Tool For Thought
This week's edition of the Times Book Review features an essay that I wrote about the research system I've used for the past few years: a tool for exploring the couple thousand notes and quotations that I've assembled over the past decade -- along with the text of finished essays and books. I suspect there will be a number of you curious about the technical details, so I've put together a little overview here, along with some specific observations. For starters, though, go read the essay and then come back once you've got an overview.
The software I use now is called DevonThink, and I'm sorry to report that it is only available for Mac OS X. (I know there are a number of advanced search tools available for Windows, so I'm sure most of what I describe here could be reproduced -- I just don't know enough about the search tools on that platform to recommend anything.)
I talked in the Times essay about using the tool as a springboard for new ideas and inspiration.
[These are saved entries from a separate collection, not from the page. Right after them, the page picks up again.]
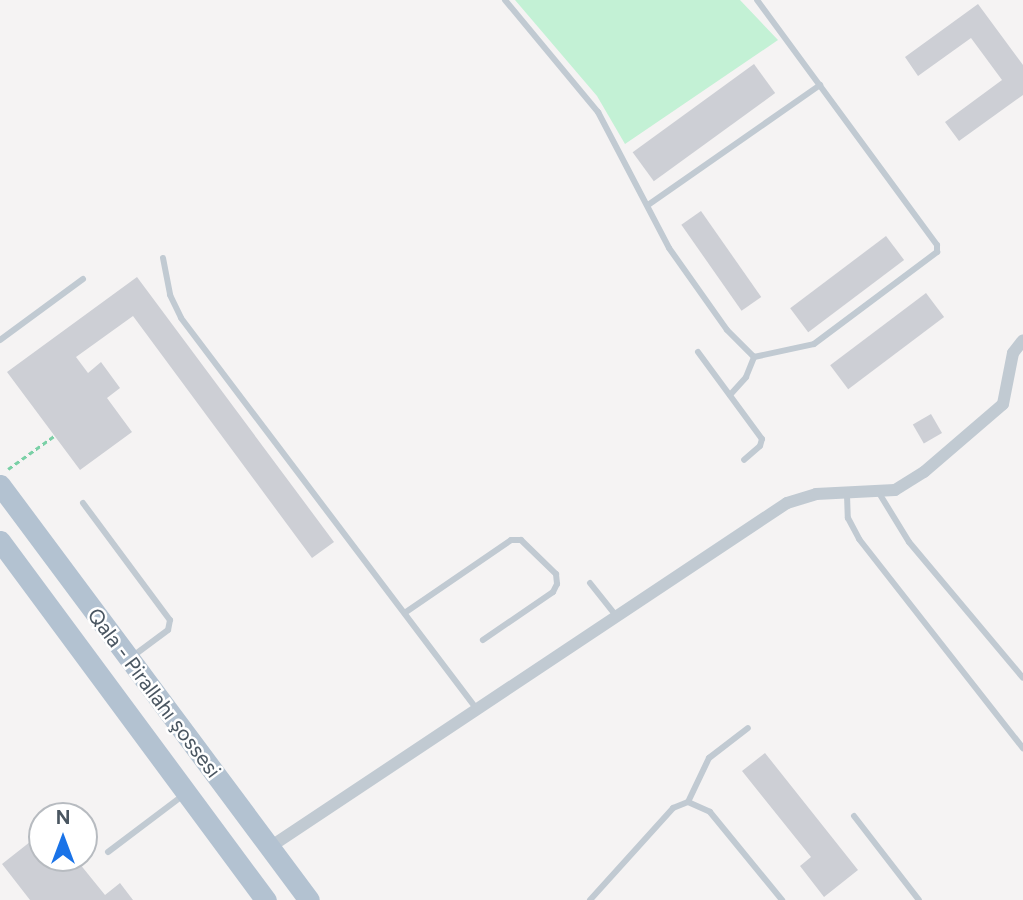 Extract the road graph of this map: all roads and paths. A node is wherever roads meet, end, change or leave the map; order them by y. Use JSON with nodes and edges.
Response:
{"nodes":[{"id":1,"x":505,"y":0,"type":"edge"},
{"id":2,"x":757,"y":0,"type":"edge"},
{"id":3,"x":820,"y":85,"type":"junction"},
{"id":4,"x":648,"y":205,"type":"junction"},
{"id":5,"x":163,"y":258,"type":"dead end"},
{"id":6,"x":83,"y":279,"type":"dead end"},
{"id":7,"x":0,"y":340,"type":"edge"},
{"id":8,"x":1023,"y":340,"type":"edge"},
{"id":9,"x":698,"y":352,"type":"dead end"},
{"id":10,"x":754,"y":357,"type":"junction"},
{"id":11,"x":1010,"y":375,"type":"junction"},
{"id":12,"x":1023,"y":379,"type":"edge"},
{"id":13,"x":730,"y":395,"type":"junction"},
{"id":14,"x":54,"y":436,"type":"dead end"},
{"id":15,"x":744,"y":460,"type":"dead end"},
{"id":16,"x":0,"y":475,"type":"edge"},
{"id":17,"x":0,"y":485,"type":"edge"},
{"id":18,"x":879,"y":493,"type":"junction"},
{"id":19,"x":847,"y":495,"type":"junction"},
{"id":20,"x":83,"y":503,"type":"dead end"},
{"id":21,"x":0,"y":541,"type":"edge"},
{"id":22,"x":590,"y":583,"type":"dead end"},
{"id":23,"x":406,"y":612,"type":"junction"},
{"id":24,"x":617,"y":617,"type":"junction"},
{"id":25,"x":483,"y":640,"type":"dead end"},
{"id":26,"x":129,"y":659,"type":"junction"},
{"id":27,"x":1023,"y":678,"type":"edge"},
{"id":28,"x":477,"y":709,"type":"junction"},
{"id":29,"x":748,"y":728,"type":"dead end"},
{"id":30,"x":1023,"y":748,"type":"edge"},
{"id":31,"x":186,"y":793,"type":"junction"},
{"id":32,"x":688,"y":802,"type":"junction"},
{"id":33,"x":854,"y":816,"type":"dead end"},
{"id":34,"x":270,"y":847,"type":"junction"},
{"id":35,"x":108,"y":852,"type":"dead end"},
{"id":36,"x":266,"y":900,"type":"edge"},
{"id":37,"x":309,"y":900,"type":"edge"},
{"id":38,"x":590,"y":900,"type":"edge"},
{"id":39,"x":782,"y":900,"type":"edge"},
{"id":40,"x":919,"y":900,"type":"edge"}],
"edges":[{"from":1,"to":4,"type":"lane"},
{"from":2,"to":3,"type":"lane"},
{"from":3,"to":4,"type":"lane"},
{"from":3,"to":10,"type":"lane"},
{"from":4,"to":10,"type":"lane"},
{"from":5,"to":23,"type":"lane"},
{"from":6,"to":7,"type":"lane"},
{"from":8,"to":11,"type":"street"},
{"from":9,"to":13,"type":"lane"},
{"from":10,"to":13,"type":"lane"},
{"from":11,"to":12,"type":"street"},
{"from":11,"to":18,"type":"street"},
{"from":13,"to":15,"type":"lane"},
{"from":14,"to":16,"type":"path"},
{"from":17,"to":26,"type":"main road","name":"Qala - Pirallahı şossesi"},
{"from":18,"to":19,"type":"street"},
{"from":18,"to":27,"type":"lane"},
{"from":19,"to":24,"type":"street"},
{"from":19,"to":30,"type":"lane"},
{"from":20,"to":26,"type":"lane"},
{"from":21,"to":31,"type":"main road","name":"Qala - Pirallahı şossesi"},
{"from":22,"to":24,"type":"lane"},
{"from":23,"to":25,"type":"lane"},
{"from":23,"to":28,"type":"lane"},
{"from":24,"to":28,"type":"street"},
{"from":26,"to":34,"type":"main road","name":"Qala - Pirallahı şossesi"},
{"from":28,"to":34,"type":"street"},
{"from":29,"to":32,"type":"lane"},
{"from":31,"to":35,"type":"lane"},
{"from":31,"to":36,"type":"main road","name":"Qala - Pirallahı şossesi"},
{"from":32,"to":38,"type":"lane"},
{"from":32,"to":39,"type":"lane"},
{"from":33,"to":40,"type":"lane"},
{"from":34,"to":37,"type":"main road","name":"Qala - Pirallahı şossesi"}]}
Here's what that process looks like in practice. This is the window that shows me an overview of part of my "research library" in DevonThink:

These are all books that I have transcribed digital passages from over the past 10 years or so -- you can see how many quotes for each book in the little number in parentheses after each title. Oftentimes I'll start the exploration with a straightforward keyword search, in this case: "urban ecosystem." I plug that in, and get back one result, a short quote from Manuel DeLanda's excellent 10,000 Years Of Non-Linear History.
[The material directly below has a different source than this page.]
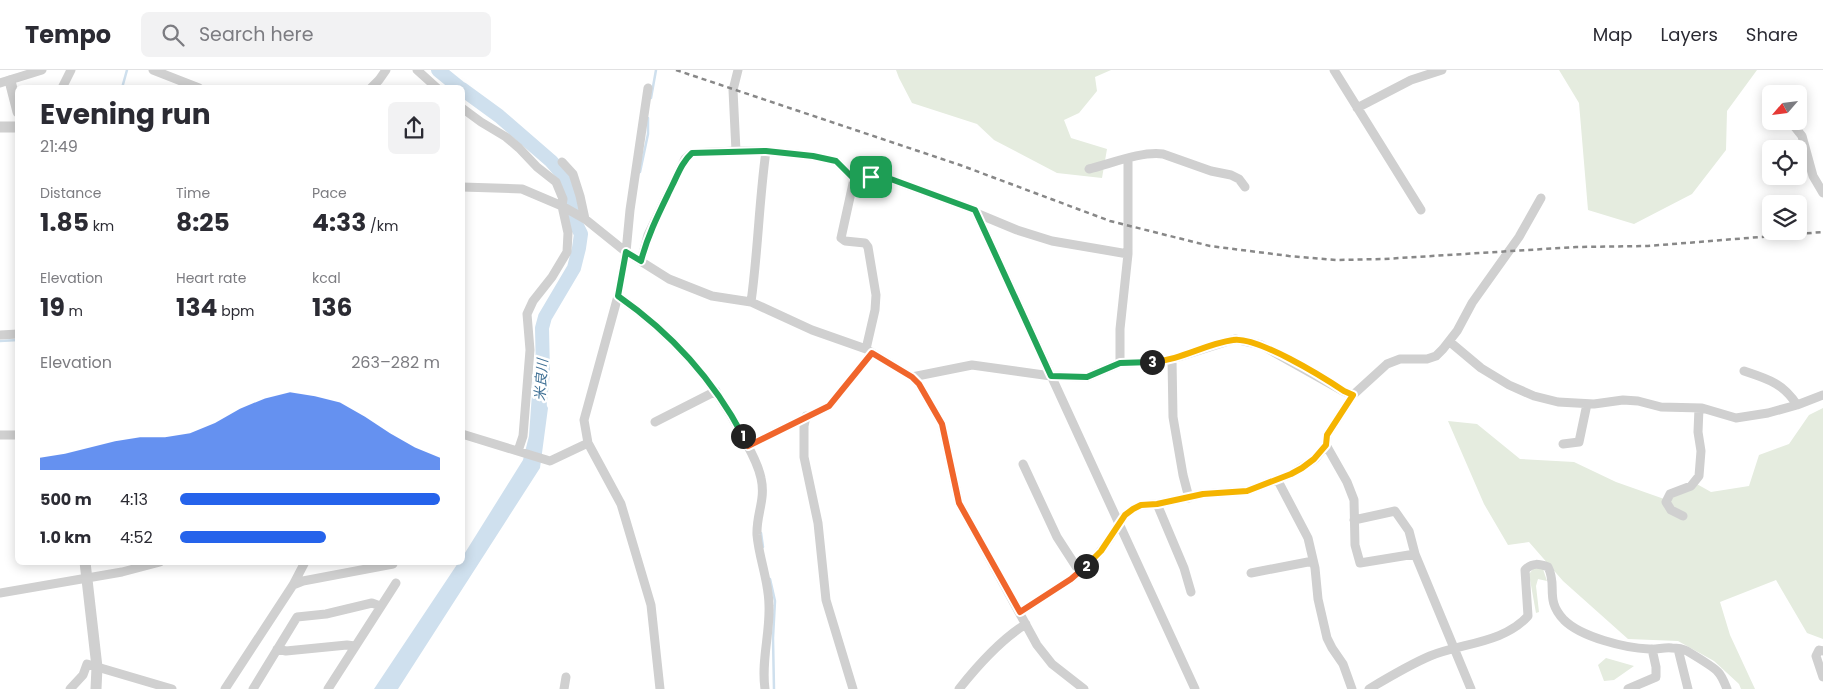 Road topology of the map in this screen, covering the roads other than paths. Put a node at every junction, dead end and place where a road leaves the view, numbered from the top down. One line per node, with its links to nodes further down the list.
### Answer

This is where it gets interesting. I take that quote, and click on the "see also" button, which generates an instant list of other documents or quotes that have some semantic connection to the original one. I can see a few words from the entry, along with the author and book title.

I find another, more elaborate quote from DeLanda in that bunch:

And then I perform a "see also" on that quote. I get back a few pointers to essays that I've actually written -- and completely forgotten about -- including a review of an E.O. Wilson book on biodiversity that I wrote about three years ago. Ultimately, I end up with this wonderful quote from Jane Jacobs that draws an explicit analogy between natural and made-made ecosystems. The whole process takes me no more than a minute.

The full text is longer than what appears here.